HCM CITY — Although many banks have started lowering loan interest rates, companies still find it very difficult to access them.
|An employee checks motorbike brakes at Vinh Phuc-based Nissin Viet Nam. Businesses still find it difficult to access bank loans even though some banks have begun to lower interest rates. — VNA/VNS Photo Danh Lam
After the four big banks – the Bank for Investment and Development of Viet Nam (BIDV), Viet Nam for Foreign Trade of Viet Nam (Vietcombank),Viet Nam Joint Stock Commercial Bank for Industry and Trade (VietinBank), and the Agriculture and Rural Development Bank (Agribank) – announced cuts in rates, many other banks vied with each other to do the same, raising hope among businesses.
However, many are still paying interest rates of up to 20 per cent.
The State Bank of Viet Nam said following the rate cuts, loans for agriculture and exports now average 14.5-16 per cent, going down to as low as 13.5 per cent.
Interest rates on loans for manufacturing and other businesses stand at 16.5-20 per cent, and on loans for non-production purposes, still at 21-25 per cent.

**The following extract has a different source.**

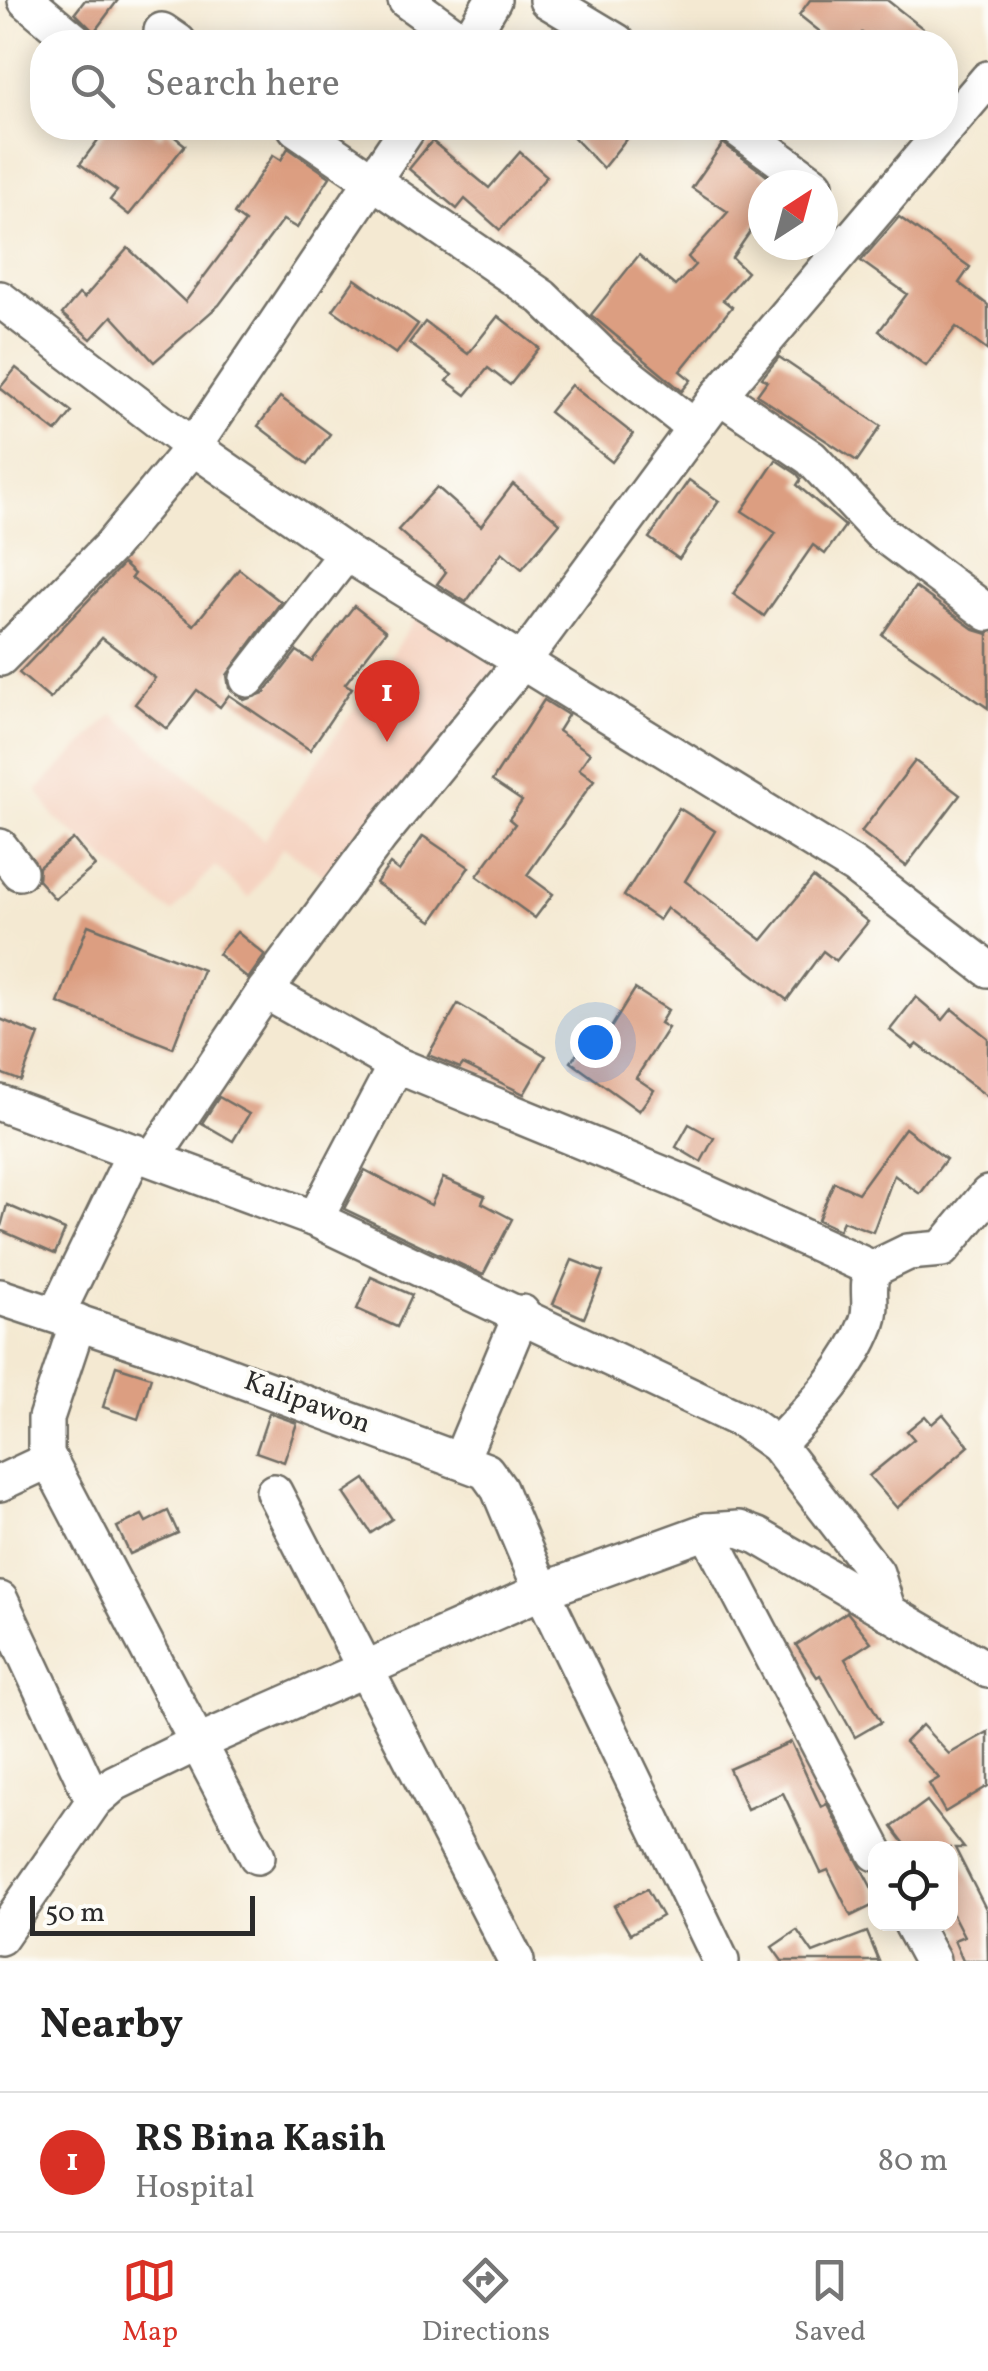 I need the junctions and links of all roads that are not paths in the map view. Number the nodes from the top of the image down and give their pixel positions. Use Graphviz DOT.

The director of a HCM City paper company said his firm was highly rated by two major banks but could still get loans only at 17.5 per cent from them.
Mai Hong Bang, general director of the Minerals Industrial Joint Stock Company (Vinavico), said the lowest rate his company was offered by a major joint stock commercial bank was 17-18 per cent.

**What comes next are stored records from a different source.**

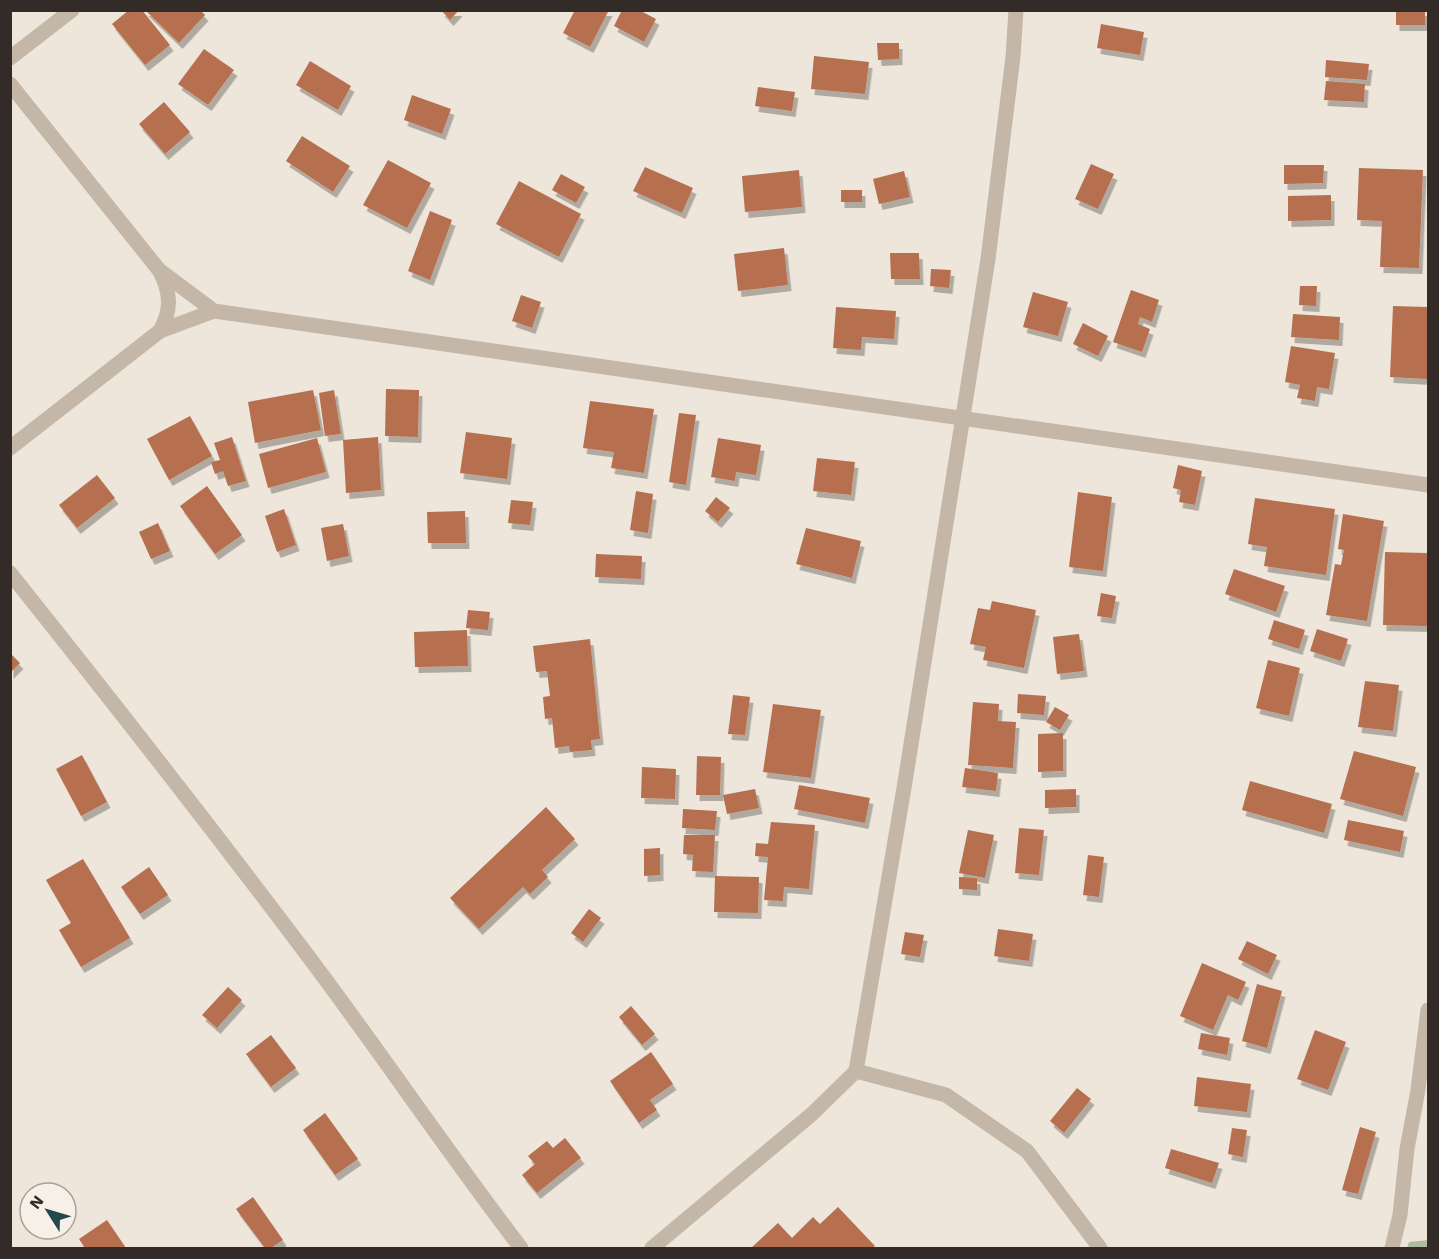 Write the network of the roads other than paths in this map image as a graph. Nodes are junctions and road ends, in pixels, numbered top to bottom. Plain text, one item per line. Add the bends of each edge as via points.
1 (72, 10) edge
2 (1016, 10) edge
3 (10, 58) edge
4 (10, 84) edge
5 (159, 270) junction
6 (214, 311) junction
7 (160, 332) junction
8 (961, 420) junction
9 (10, 448) edge
10 (1428, 485) edge
11 (10, 573) edge
12 (1428, 1010) edge
13 (856, 1071) junction
14 (1423, 1091) edge
15 (521, 1248) edge
16 (652, 1248) edge
17 (1100, 1248) edge
18 (1392, 1248) edge

1 - 3 street
2 - 8 street via 988,260
4 - 5 street
5 - 6 street
5 - 7 street via 169,296 169,309
6 - 7 street
6 - 8 street
7 - 9 street
8 - 10 street
8 - 13 street
11 - 15 street via 303,950
12 - 14 street
13 - 16 street via 813,1114
13 - 17 street via 946,1095 1027,1151
14 - 18 street via 1407,1149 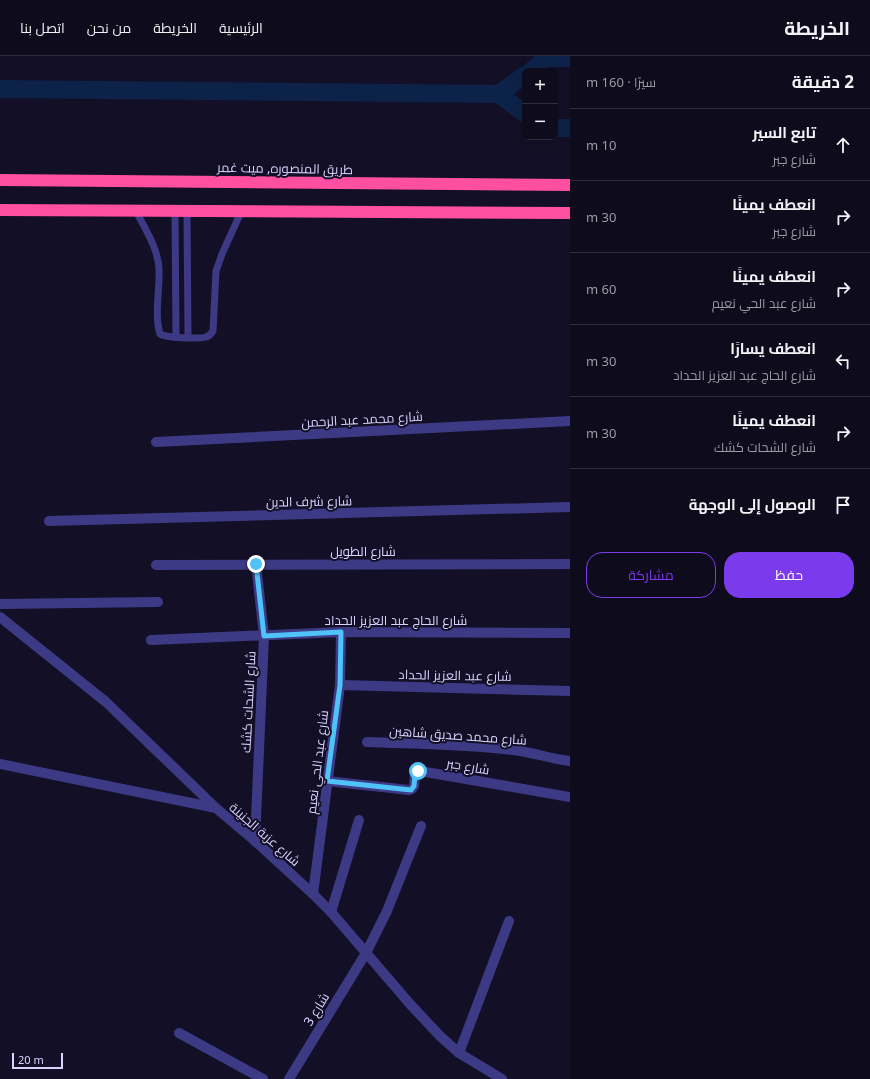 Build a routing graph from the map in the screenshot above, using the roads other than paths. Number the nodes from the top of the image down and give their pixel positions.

Even at these rates, the company could only get a loan worth 60 per cent of the value of is collateral.
Many other companies have similar complaints, and say they cannot reduce prices to more competitive levels as result. Others even fear for their survival.
Many analysts pointed out that though many banks had announced cuts in lending interest rates, only to a small number of companies benefited.
Nguyen Tri Hieu, a senior financial expert, said most banks gave priority to businesses involved in exports, agriculture, and other rural-based activities, or with long-term relationships with them.
This was because their own cost of raising capital was still high, he said.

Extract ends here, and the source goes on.